Compiled by: Felix, PANews
After the sharp decline in the cryptocurrency market, speculation has been rife about which major institution would be "sacrificed" in this round. On the evening of February 11th, a major whale in the crypto circle officially ran aground.
On February 11th, cryptocurrency trading and lending company Blockfills issued a statement, announcing that due to recent extreme market volatility and financial conditions, it had temporarily suspended all client deposit and withdrawal services last week. However, clients can still open and close positions for spot and derivative trades, as well as engage in other specific transactions.

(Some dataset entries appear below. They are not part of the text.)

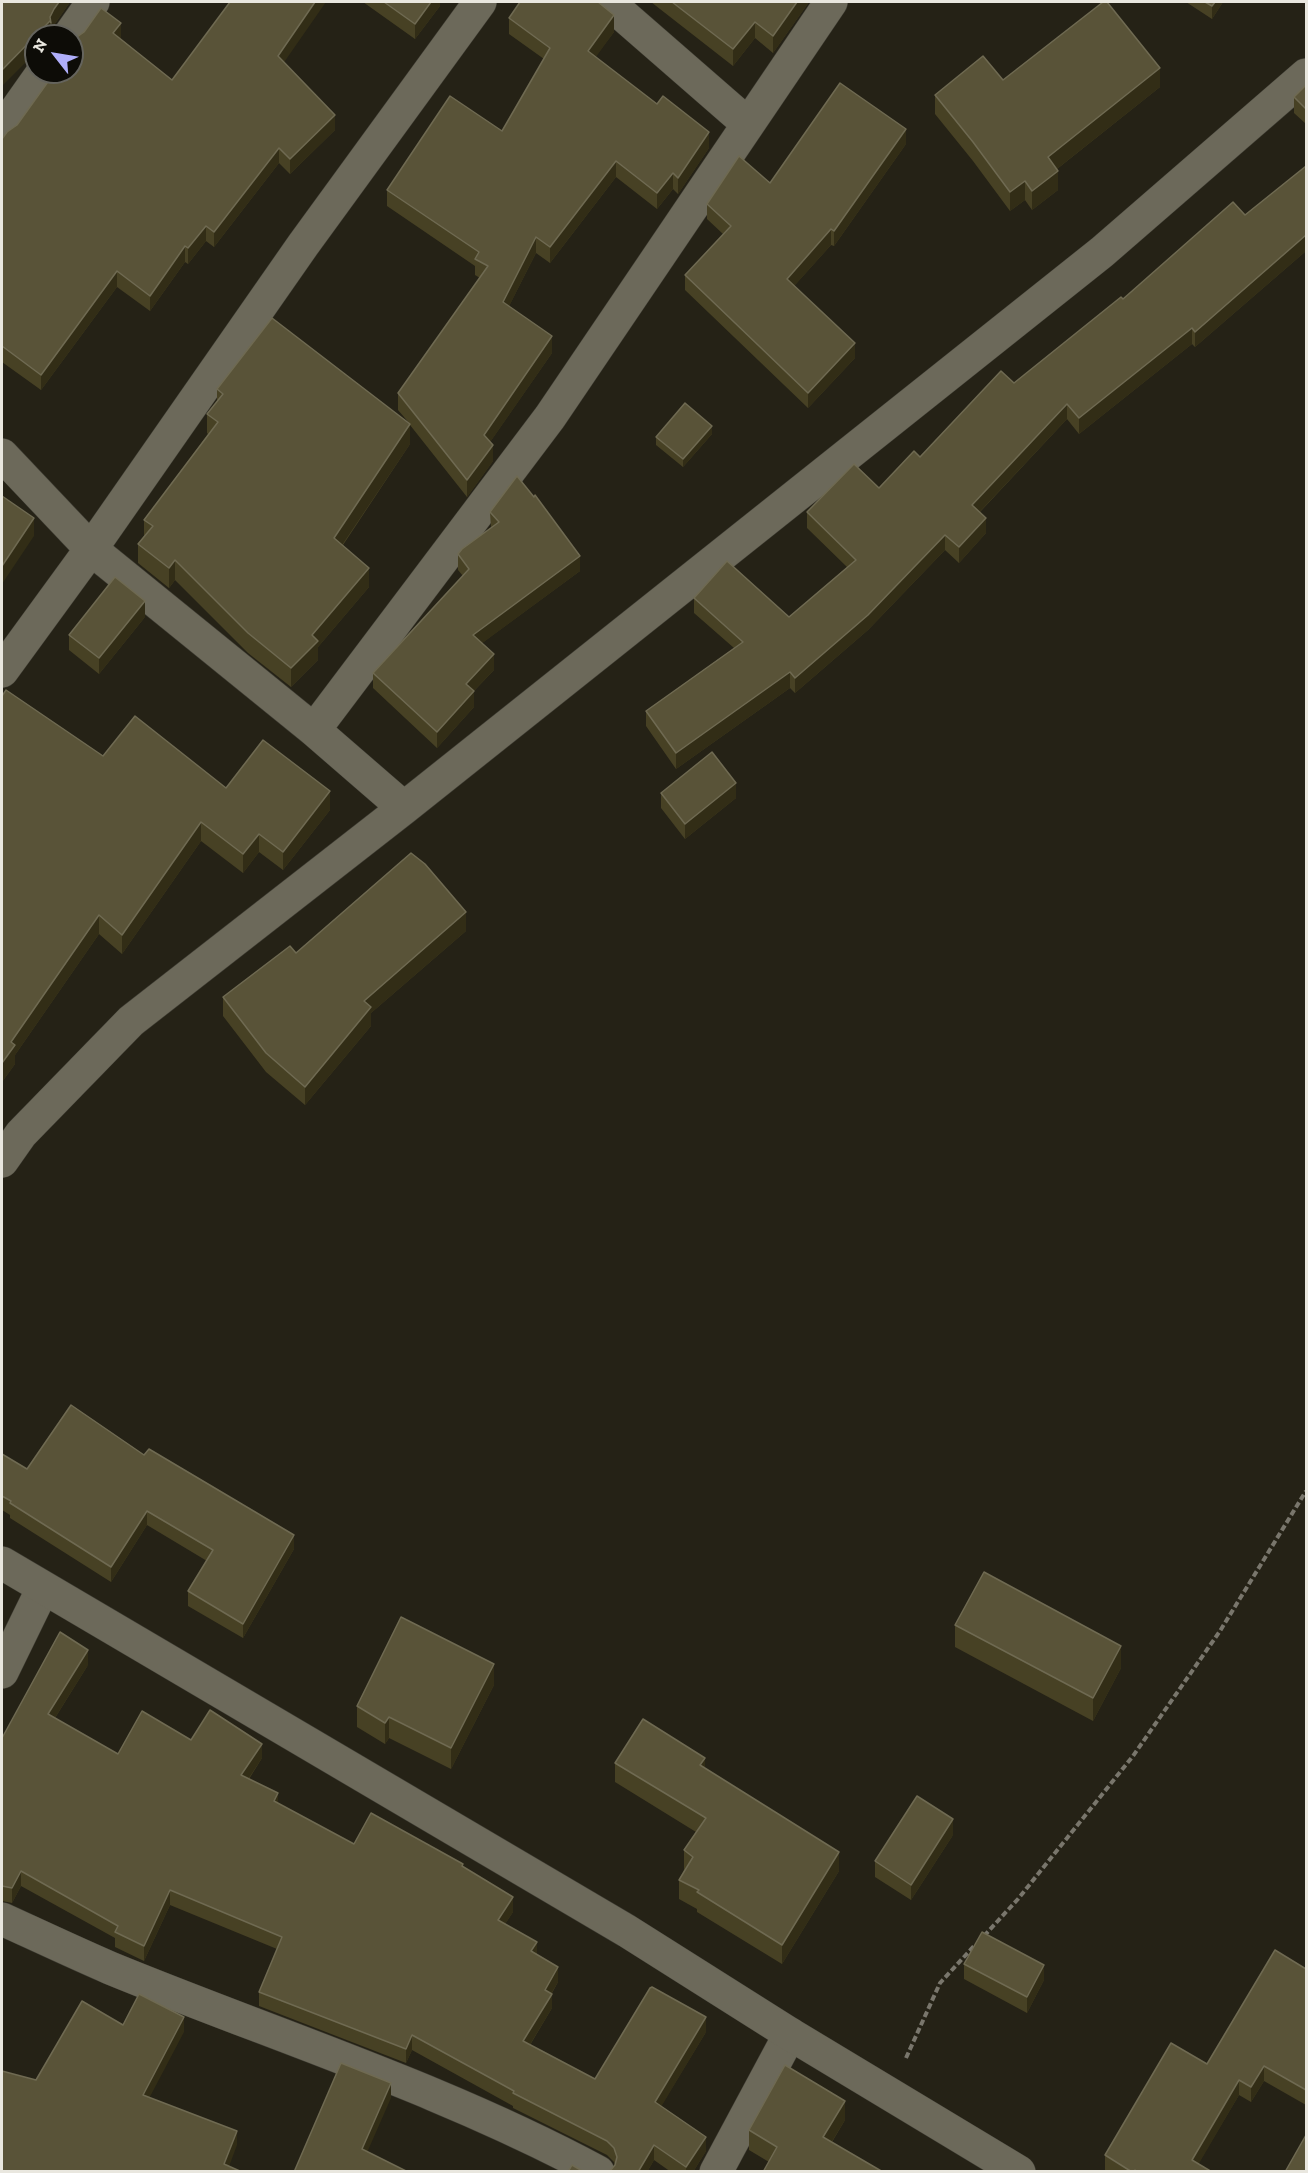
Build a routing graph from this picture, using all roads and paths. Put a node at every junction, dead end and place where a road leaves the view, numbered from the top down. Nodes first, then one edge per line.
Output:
1 (93, 2) edge
2 (480, 2) edge
3 (608, 2) edge
4 (831, 2) edge
5 (77, 24) edge
6 (1306, 75) edge
7 (35, 84) edge
8 (748, 124) junction
9 (2, 130) edge
10 (2, 455) edge
11 (91, 549) junction
12 (2, 671) edge
13 (314, 730) junction
14 (404, 808) junction
15 (2, 1161) edge
16 (1306, 1491) edge
17 (2, 1563) edge
18 (43, 1588) junction
19 (2, 1672) edge
20 (2, 1919) edge
21 (790, 2034) junction
22 (890, 2094) junction
23 (597, 2172) edge
24 (716, 2172) edge
25 (1019, 2172) edge

1 - 5 street
2 - 11 street
3 - 8 street
4 - 8 street
6 - 14 street
7 - 9 street
8 - 13 street
10 - 11 street
11 - 12 street
11 - 13 street
13 - 14 street
14 - 15 street
16 - 22 path
17 - 18 street
18 - 19 street
18 - 21 street
20 - 23 street
21 - 22 street
21 - 24 street
22 - 25 street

Blockfills emphasized that this move is to protect both clients and the company, stating that management is closely communicating and collaborating with investors and clients to strive for a swift restoration of liquidity. Throughout this process, the company is maintaining active communication with clients and will provide regular updates on developments as the situation evolves.
Market Turbulence Sparks Concerns of a Chain Reaction
Blockfills' statement comes at a time when the cryptocurrency market has been declining for several months, culminating in a full-blown crash last week. Bitcoin once fell to a low of $60,000 before rebounding to the current $66,000, but it is still down approximately 45% from the all-time high set last October.
As a liquidity giant serving over 2,000 institutional clients globally, its suspension is reminiscent of the crypto winter of 2022, when as the bear market intensified, numerous platforms were forced to halt withdrawals, ultimately leading to the collapse of many and triggering a chain reaction.
In 2022, Celsius Network, one of the largest crypto lending platforms at the time, suspended all withdrawals citing extreme market conditions. Weeks later, the platform formally filed for bankruptcy restructuring. That same year, FTX Exchange halted withdrawals after facing a bank run, and subsequently, its affiliated lending institution Genesis also stopped redemptions due to liquidity pressures. Additionally, Voyager Digital announced the suspension of trading and withdrawals after defaulting on a massive loan to Three Arrows Capital. This series of collapses further exacerbated the already sluggish market.
Unlike the aforementioned platforms that primarily targeted retail investors, Blockfills' crisis directly impacts professional institutions and miners. Its suspension of deposit and withdrawal services indicates that liquidity pressures in the crypto market have spread to core infrastructure.
Annual Trading Volume Exceeds $61 Billion, Backed by Giant Institutional Investments
As a crucial piece of underlying infrastructure in the crypto industry, Chicago-based Blockfills acts as a bridge connecting traditional finance with crypto assets.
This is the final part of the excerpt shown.